**RECORDS TO USE:**
========================================

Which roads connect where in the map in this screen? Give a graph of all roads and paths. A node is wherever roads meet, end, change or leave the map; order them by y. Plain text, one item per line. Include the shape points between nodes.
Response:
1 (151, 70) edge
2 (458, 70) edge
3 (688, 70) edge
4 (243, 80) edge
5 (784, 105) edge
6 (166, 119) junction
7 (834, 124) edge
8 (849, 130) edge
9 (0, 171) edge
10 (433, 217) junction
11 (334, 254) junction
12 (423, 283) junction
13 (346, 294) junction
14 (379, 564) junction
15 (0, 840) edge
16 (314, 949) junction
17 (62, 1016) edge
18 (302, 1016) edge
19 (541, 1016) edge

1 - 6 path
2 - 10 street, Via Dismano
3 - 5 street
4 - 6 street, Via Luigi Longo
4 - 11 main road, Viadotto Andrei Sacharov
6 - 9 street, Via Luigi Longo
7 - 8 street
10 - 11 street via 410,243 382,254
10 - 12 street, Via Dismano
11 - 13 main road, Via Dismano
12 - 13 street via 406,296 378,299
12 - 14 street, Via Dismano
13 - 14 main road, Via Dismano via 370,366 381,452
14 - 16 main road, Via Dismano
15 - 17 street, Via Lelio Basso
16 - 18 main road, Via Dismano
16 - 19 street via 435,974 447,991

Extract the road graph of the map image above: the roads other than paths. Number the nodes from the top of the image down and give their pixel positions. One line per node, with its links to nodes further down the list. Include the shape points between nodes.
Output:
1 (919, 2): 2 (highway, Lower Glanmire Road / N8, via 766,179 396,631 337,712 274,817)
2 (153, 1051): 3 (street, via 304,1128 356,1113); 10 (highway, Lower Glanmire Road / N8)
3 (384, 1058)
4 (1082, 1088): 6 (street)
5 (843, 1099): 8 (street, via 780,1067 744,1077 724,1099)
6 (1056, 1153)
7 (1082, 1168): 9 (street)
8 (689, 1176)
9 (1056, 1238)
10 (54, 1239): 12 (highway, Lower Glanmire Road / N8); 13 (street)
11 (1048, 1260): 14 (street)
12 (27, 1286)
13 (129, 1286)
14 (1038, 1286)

========================================

**WORK INSTRUCTIONS:**
The whole block of entries above should be repeated exactly.

**ANSWER TO THE PROBLEM:**
Which roads connect where in the map in this screen? Give a graph of all roads and paths. A node is wherever roads meet, end, change or leave the map; order them by y. Plain text, one item per line. Include the shape points between nodes.
Response:
1 (151, 70) edge
2 (458, 70) edge
3 (688, 70) edge
4 (243, 80) edge
5 (784, 105) edge
6 (166, 119) junction
7 (834, 124) edge
8 (849, 130) edge
9 (0, 171) edge
10 (433, 217) junction
11 (334, 254) junction
12 (423, 283) junction
13 (346, 294) junction
14 (379, 564) junction
15 (0, 840) edge
16 (314, 949) junction
17 (62, 1016) edge
18 (302, 1016) edge
19 (541, 1016) edge

1 - 6 path
2 - 10 street, Via Dismano
3 - 5 street
4 - 6 street, Via Luigi Longo
4 - 11 main road, Viadotto Andrei Sacharov
6 - 9 street, Via Luigi Longo
7 - 8 street
10 - 11 street via 410,243 382,254
10 - 12 street, Via Dismano
11 - 13 main road, Via Dismano
12 - 13 street via 406,296 378,299
12 - 14 street, Via Dismano
13 - 14 main road, Via Dismano via 370,366 381,452
14 - 16 main road, Via Dismano
15 - 17 street, Via Lelio Basso
16 - 18 main road, Via Dismano
16 - 19 street via 435,974 447,991

Extract the road graph of the map image above: the roads other than paths. Number the nodes from the top of the image down and give their pixel positions. One line per node, with its links to nodes further down the list. Include the shape points between nodes.
Output:
1 (919, 2): 2 (highway, Lower Glanmire Road / N8, via 766,179 396,631 337,712 274,817)
2 (153, 1051): 3 (street, via 304,1128 356,1113); 10 (highway, Lower Glanmire Road / N8)
3 (384, 1058)
4 (1082, 1088): 6 (street)
5 (843, 1099): 8 (street, via 780,1067 744,1077 724,1099)
6 (1056, 1153)
7 (1082, 1168): 9 (street)
8 (689, 1176)
9 (1056, 1238)
10 (54, 1239): 12 (highway, Lower Glanmire Road / N8); 13 (street)
11 (1048, 1260): 14 (street)
12 (27, 1286)
13 (129, 1286)
14 (1038, 1286)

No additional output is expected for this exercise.